I should explain that. When you read through the manual for these things, they include a little comment to the effect that you should make sure to actually look at the road occasionally. I read this and chuckled indugently. The first time out, however, I was sufficiently engrossed in the computer's features that I spent about half a mile staring at my handlebars. I stopped this after I nearly hit a parked car (I was travelling at an average speed of 14mph with a cadence of 87 at the time, though).
Once you chill out and learn to only glance occasionally at the display, it's all much better. The psychological benefits are unexpected but welcome. Knowing how far you've gone is pretty cool feeling (and encourages you to go further), ditto how fast you've gone. And the odometer is just rocking. I'm up to 110 miles in the last 10 days, though that does include the London to Cambridge bike ride and a few training runs. Good fun, though.
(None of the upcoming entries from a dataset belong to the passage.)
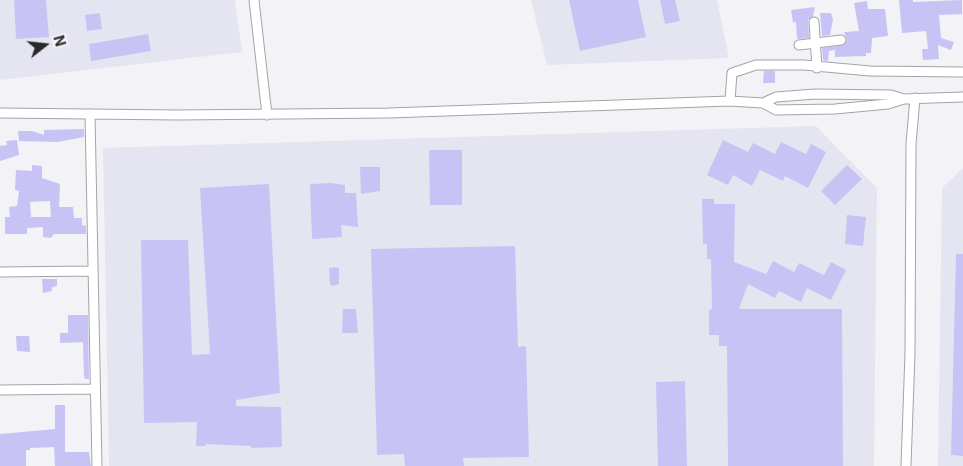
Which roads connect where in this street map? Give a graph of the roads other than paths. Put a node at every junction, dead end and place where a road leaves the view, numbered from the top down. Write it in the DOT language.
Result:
graph roads {
  1 [pos="254,0"];
  2 [pos="814,22"];
  3 [pos="840,40"];
  4 [pos="815,42"];
  5 [pos="799,45"];
  6 [pos="817,68"];
  7 [pos="963,72"];
  8 [pos="963,97"];
  9 [pos="914,98"];
  10 [pos="904,99"];
  11 [pos="730,101"];
  12 [pos="763,103"];
  13 [pos="0,113"];
  14 [pos="90,114"];
  15 [pos="267,115"];
  16 [pos="0,272"];
  17 [pos="93,272"];
  18 [pos="95,389"];
  19 [pos="0,390"];
  20 [pos="98,466"];
  21 [pos="906,466"];
  1 -- 15 [label="street"];
  2 -- 4 [label="street"];
  3 -- 4 [label="street"];
  4 -- 5 [label="street"];
  4 -- 6 [label="street"];
  6 -- 7 [label="street"];
  6 -- 11 [label="street"];
  8 -- 9 [label="street"];
  9 -- 10 [label="street"];
  9 -- 21 [label="street"];
  10 -- 12 [label="street"];
  10 -- 12 [label="street"];
  11 -- 12 [label="street"];
  11 -- 15 [label="street"];
  13 -- 14 [label="street"];
  14 -- 15 [label="street"];
  14 -- 17 [label="street"];
  16 -- 17 [label="street"];
  17 -- 18 [label="street"];
  18 -- 19 [label="street"];
  18 -- 20 [label="street"];
}
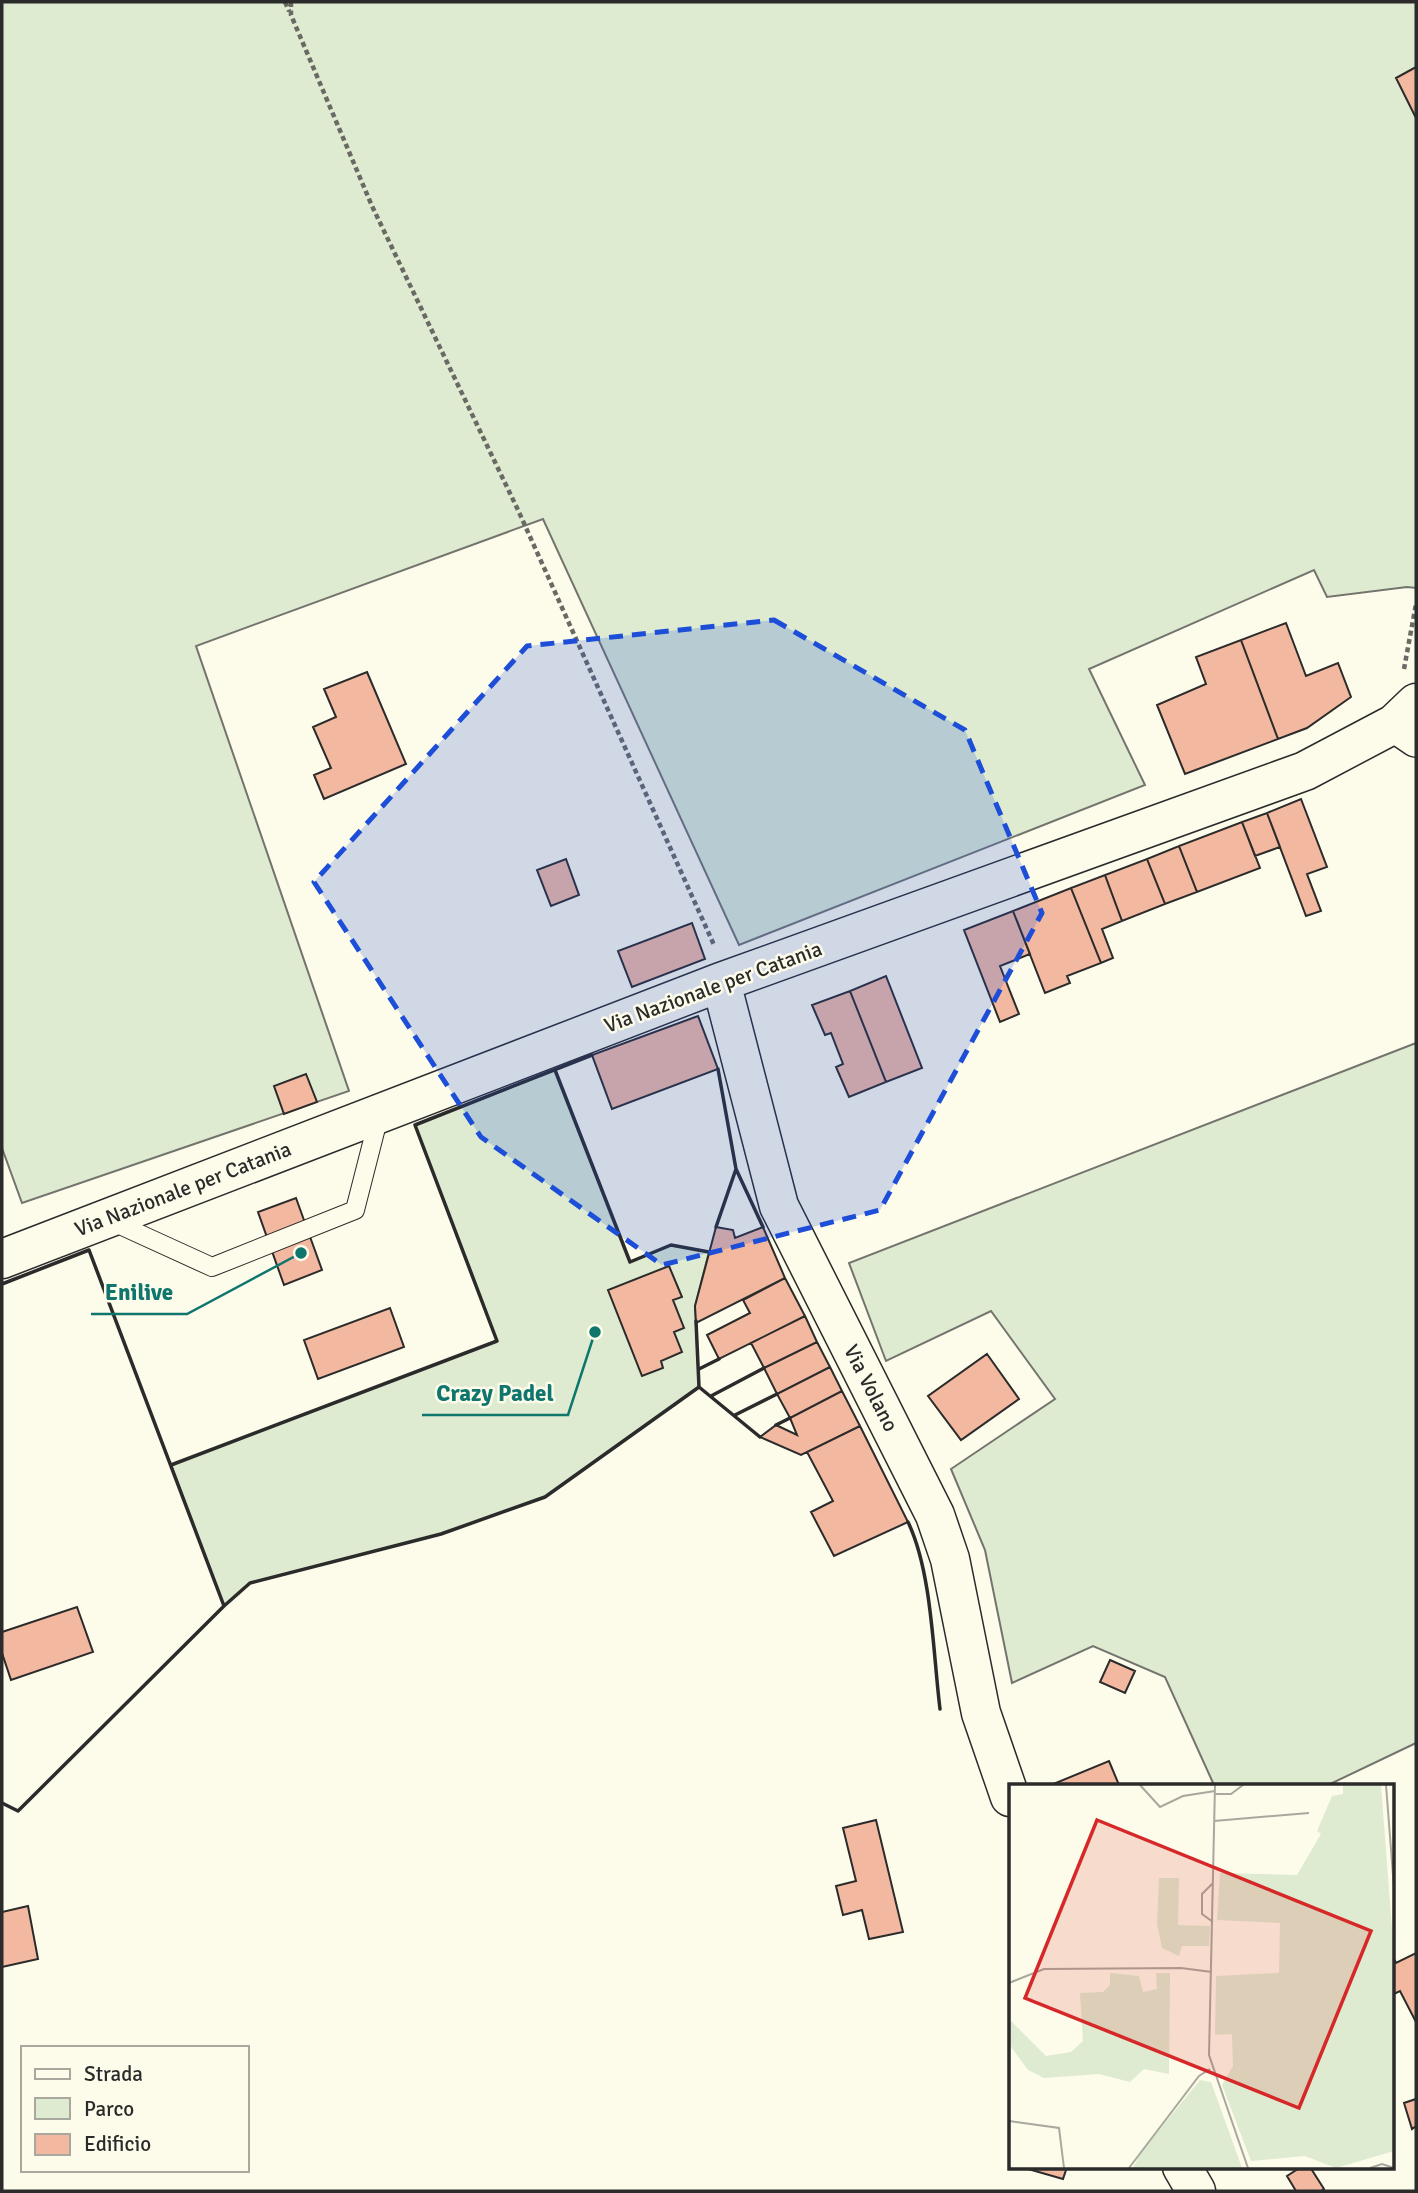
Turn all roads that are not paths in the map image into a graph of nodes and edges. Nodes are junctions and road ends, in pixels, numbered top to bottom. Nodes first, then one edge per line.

So: recommended upgrade. Especially since you can get a perfectly good bike computer for £15. Executive summary: having had one on my bike for two days, I went out and bought Heather one.
On the plus side, I've started getting breast enlargement spam at my hotmail account as well as penis enlargement spam. Equity, ho.
It's nice to know that someone at Car and Driver is keeping the spirit of P J O'Rourke alive. And possibly even topping him. This is one of the best car reviews I've ever read.
And while we're at it... My take on living in Cambridge as posted to Kuro5hin.
The woman across the partition from me is off on maternity leave after today (8 1/2 months preggers). She's just flopped her belly out on her desk to show one of my other coworkers something. My word.